LANSING Michigan Attorney General Dana Nessel kicked off a series of prosecutorial and law enforcement trainings in Ingham County today. The training was provided by the Department’s Sentinel Project team and will help local law enforcement agencies identify and investigate allegations of abuse, neglect or misconduct in the area’s long-term care facilities.

The training was hosted at the Lansing Police Department and included Clinton County Prosecutor Tony Spagnuolo as well as law enforcement officers from nearby agencies including Grand Ledge, Buchanan City, Lansing Township, Clinton and Eaton Counties. 

“It is imperative that we do all we can to keep the quality of long-term care as high as possible as we can expect more and more people to rely on that system for care,” said Nessel in her opening remarks. “Today’s training will better help you recognize, respond to, and address instances of vulnerable adult abuse within your community.” 

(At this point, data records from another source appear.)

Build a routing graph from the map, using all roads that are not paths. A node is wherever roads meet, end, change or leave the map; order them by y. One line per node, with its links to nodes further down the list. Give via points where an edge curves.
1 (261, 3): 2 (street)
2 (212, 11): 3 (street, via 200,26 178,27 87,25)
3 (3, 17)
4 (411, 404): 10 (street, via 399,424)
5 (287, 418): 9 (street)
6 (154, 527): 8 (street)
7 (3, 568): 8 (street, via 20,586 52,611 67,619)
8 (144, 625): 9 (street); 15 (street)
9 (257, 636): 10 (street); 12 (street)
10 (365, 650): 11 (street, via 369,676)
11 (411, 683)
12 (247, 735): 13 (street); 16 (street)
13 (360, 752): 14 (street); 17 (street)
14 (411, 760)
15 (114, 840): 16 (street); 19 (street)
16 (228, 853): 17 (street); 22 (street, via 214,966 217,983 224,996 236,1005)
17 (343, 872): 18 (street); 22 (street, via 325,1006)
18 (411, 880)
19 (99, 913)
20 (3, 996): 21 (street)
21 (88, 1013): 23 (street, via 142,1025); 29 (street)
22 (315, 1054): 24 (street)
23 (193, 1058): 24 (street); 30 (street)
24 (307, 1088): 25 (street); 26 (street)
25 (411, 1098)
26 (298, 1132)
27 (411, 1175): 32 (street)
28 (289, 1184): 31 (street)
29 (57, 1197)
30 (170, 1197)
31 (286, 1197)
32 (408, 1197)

The goal of the trainings is to help county and local prosecutors and law enforcement officers:

  • Understand the regulatory framework in play with nursing homes, homes for the aged, and assisted living facilities; 
  • Differentiate between complaints that belong with a regulatory agency and complaints that could support criminal charges; and
  • Be better equipped to effectively investigate those complaints and know how to secure help, if needed.  

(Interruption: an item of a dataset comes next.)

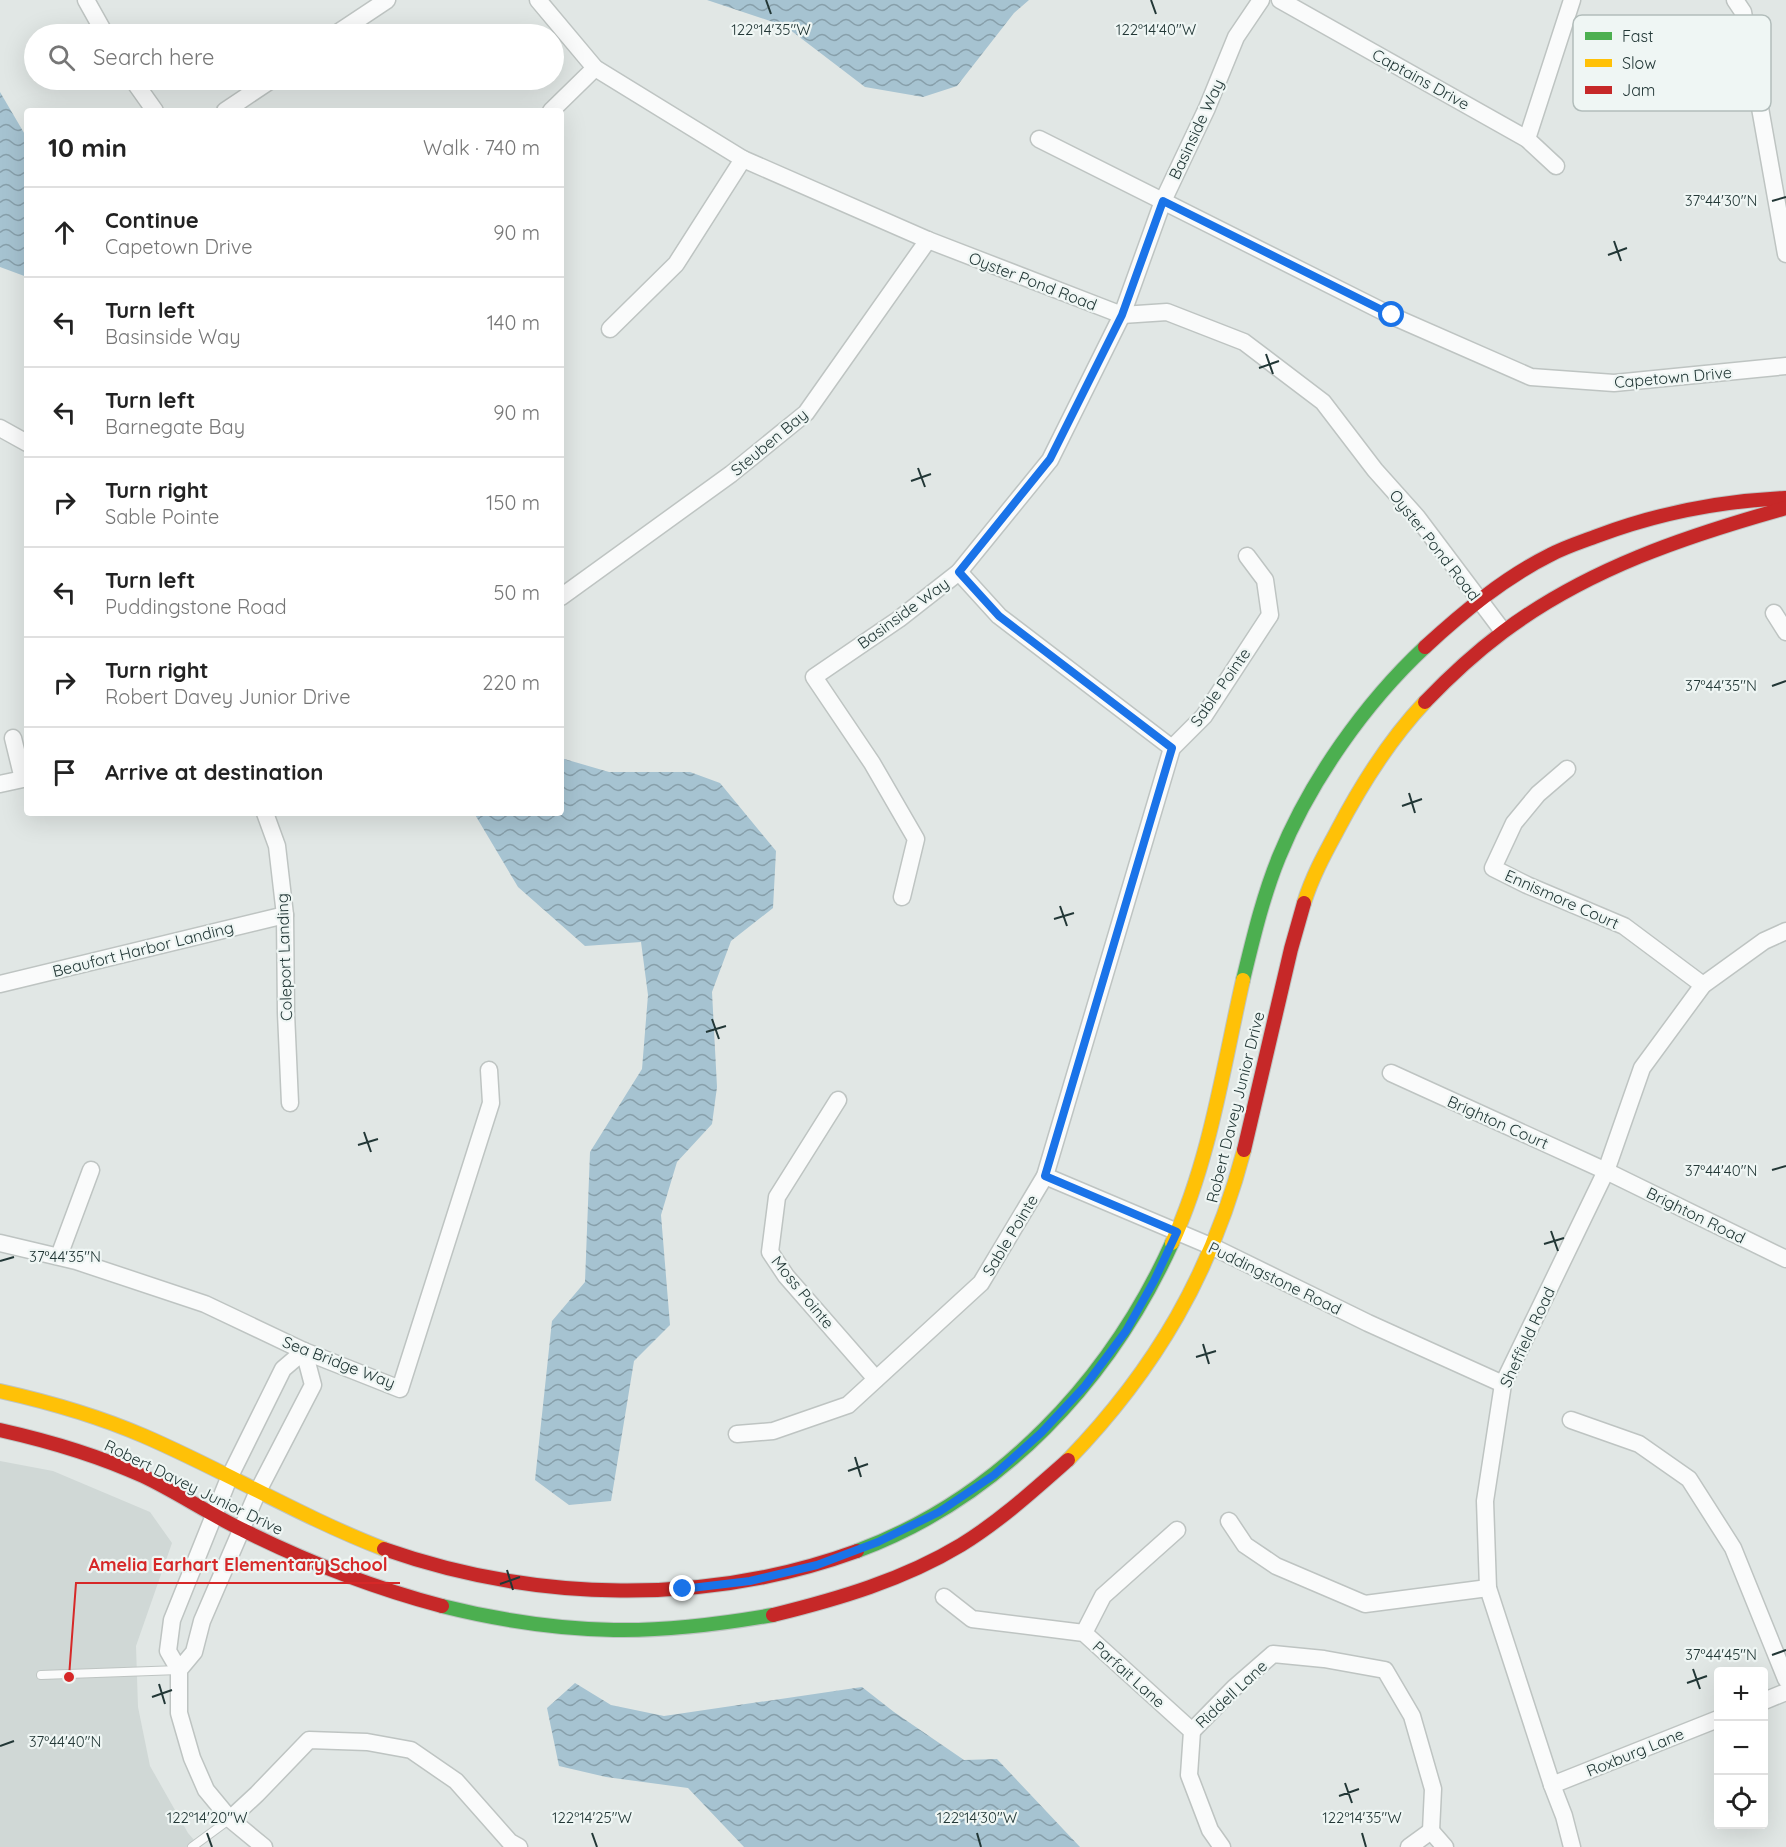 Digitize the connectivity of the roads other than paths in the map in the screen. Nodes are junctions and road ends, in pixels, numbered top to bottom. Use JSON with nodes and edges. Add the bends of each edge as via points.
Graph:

“We believe that by creating partnerships with local law enforcement agencies – such as the departments you represent – and by providing education on how to best address these issues, we can create a change for the good in our residential facilities,” Nessel continued. 

The Department of Attorney General currently has two additional trainings scheduled: October 23rd in Kent County and November 6th in Oakland County. The Sentinel Project is working with law enforcement organizations like the Michigan Sheriffs Assocation, Michigan Association of Chiefs of Police and the Police Officers Association of Michigan to advertise the trainings and schedule new dates across the state. Agencies throughout Michigan who are interested in hosting a training in their region are encouraged to contact the Department with their request. 

By the year 2060, the senior population in the United States is projected to be over 94 million. At an increase of almost 70%, many of these individuals will require assistance in nursing facilities. This influx, often referred to as the Silver Tsunami, will significantly impact long-term care facilities.    

“The vast majority of those who provide residential care in Michigan do so with integrity and respect,” said Nessel. “However, as the number of Michigan residents in long-term facilities grow, so should our vigilance. Partnerships and training with local law enforcement agencies is a critical part of that equation.   

“When nursing home ownership, management, and direct care workers know law enforcement is trained, present, and engaged—there is a positive impact on the quality of care provided to vulnerable adults.”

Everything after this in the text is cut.